Assignment
Give the data again in full, without pictures.

Given information
________

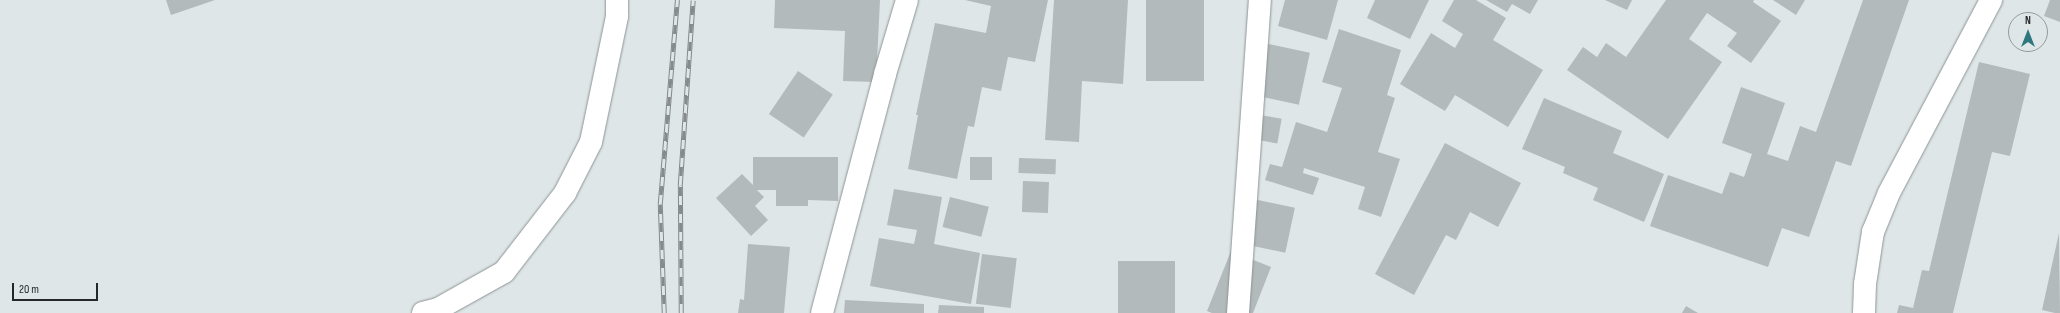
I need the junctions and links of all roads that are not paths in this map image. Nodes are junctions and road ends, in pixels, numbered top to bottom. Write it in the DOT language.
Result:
graph roads {
  1 [pos="617,0"];
  2 [pos="907,0"];
  3 [pos="1260,0"];
  4 [pos="1991,0"];
  5 [pos="423,313"];
  6 [pos="822,313"];
  7 [pos="1238,313"];
  8 [pos="1864,313"];
  1 -- 5 [label="street"];
  2 -- 6 [label="street"];
  3 -- 7 [label="street"];
  4 -- 8 [label="street"];
}
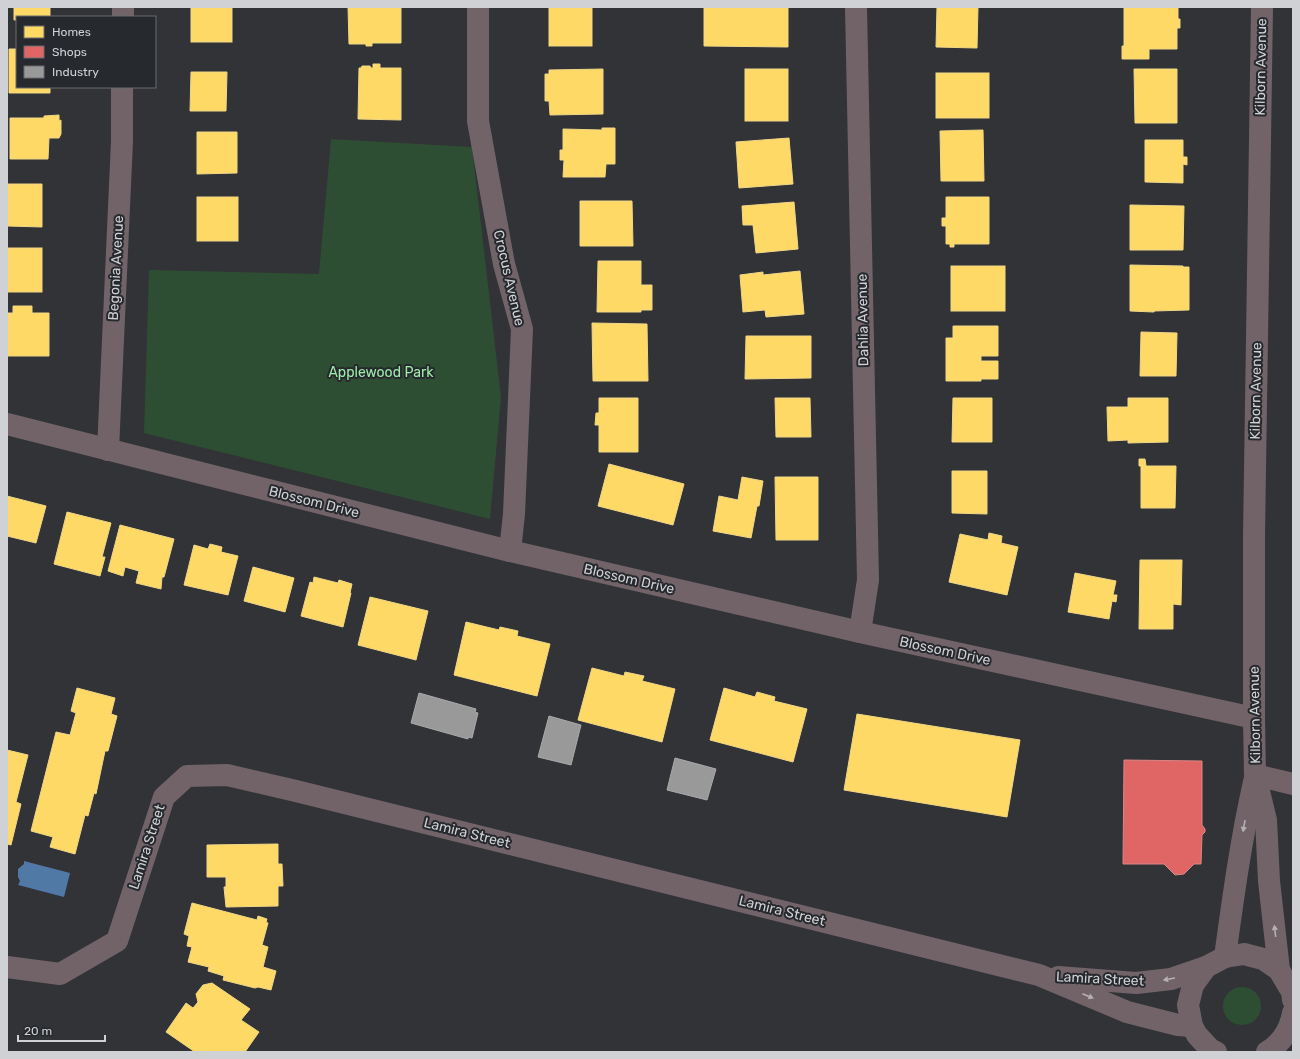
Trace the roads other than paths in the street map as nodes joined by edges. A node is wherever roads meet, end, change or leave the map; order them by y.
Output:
1 (478, 7) edge
2 (856, 7) edge
3 (1262, 7) edge
4 (122, 88) edge
5 (7, 424) edge
6 (108, 450) junction
7 (510, 551) junction
8 (860, 632) junction
9 (1254, 718) junction
10 (1255, 775) junction
11 (1293, 784) edge
12 (1224, 957) junction
13 (1206, 967) junction
14 (7, 968) edge
15 (1280, 970) junction
16 (1039, 975) junction
17 (1293, 999) edge
18 (1195, 1038) edge
19 (1278, 1049) edge
20 (1216, 1052) edge

1 - 7 street, Crocus Avenue
2 - 8 street, Dahlia Avenue
3 - 9 street, Kilborn Avenue
4 - 6 street, Begonia Avenue
5 - 6 street, Blossom Drive
6 - 7 street, Blossom Drive
7 - 8 street, Blossom Drive
8 - 9 street, Blossom Drive
9 - 10 street, Kilborn Avenue
10 - 11 street
10 -> 12 street, Kilborn Avenue
15 -> 10 street, Kilborn Avenue
12 - 13 street, Lamira Street
12 - 15 street
13 -> 16 street, Lamira Street
13 - 18 street
14 - 16 street, Lamira Street
15 - 17 street
16 -> 18 street, Lamira Street
17 - 19 street
18 - 20 street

________

Written answer
I need the junctions and links of all roads that are not paths in this map image. Nodes are junctions and road ends, in pixels, numbered top to bottom. Write it in the DOT language.
Result:
graph roads {
  1 [pos="617,0"];
  2 [pos="907,0"];
  3 [pos="1260,0"];
  4 [pos="1991,0"];
  5 [pos="423,313"];
  6 [pos="822,313"];
  7 [pos="1238,313"];
  8 [pos="1864,313"];
  1 -- 5 [label="street"];
  2 -- 6 [label="street"];
  3 -- 7 [label="street"];
  4 -- 8 [label="street"];
}
Trace the roads other than paths in the street map as nodes joined by edges. A node is wherever roads meet, end, change or leave the map; order them by y.
Output:
1 (478, 7) edge
2 (856, 7) edge
3 (1262, 7) edge
4 (122, 88) edge
5 (7, 424) edge
6 (108, 450) junction
7 (510, 551) junction
8 (860, 632) junction
9 (1254, 718) junction
10 (1255, 775) junction
11 (1293, 784) edge
12 (1224, 957) junction
13 (1206, 967) junction
14 (7, 968) edge
15 (1280, 970) junction
16 (1039, 975) junction
17 (1293, 999) edge
18 (1195, 1038) edge
19 (1278, 1049) edge
20 (1216, 1052) edge

1 - 7 street, Crocus Avenue
2 - 8 street, Dahlia Avenue
3 - 9 street, Kilborn Avenue
4 - 6 street, Begonia Avenue
5 - 6 street, Blossom Drive
6 - 7 street, Blossom Drive
7 - 8 street, Blossom Drive
8 - 9 street, Blossom Drive
9 - 10 street, Kilborn Avenue
10 - 11 street
10 -> 12 street, Kilborn Avenue
15 -> 10 street, Kilborn Avenue
12 - 13 street, Lamira Street
12 - 15 street
13 -> 16 street, Lamira Street
13 - 18 street
14 - 16 street, Lamira Street
15 - 17 street
16 -> 18 street, Lamira Street
17 - 19 street
18 - 20 street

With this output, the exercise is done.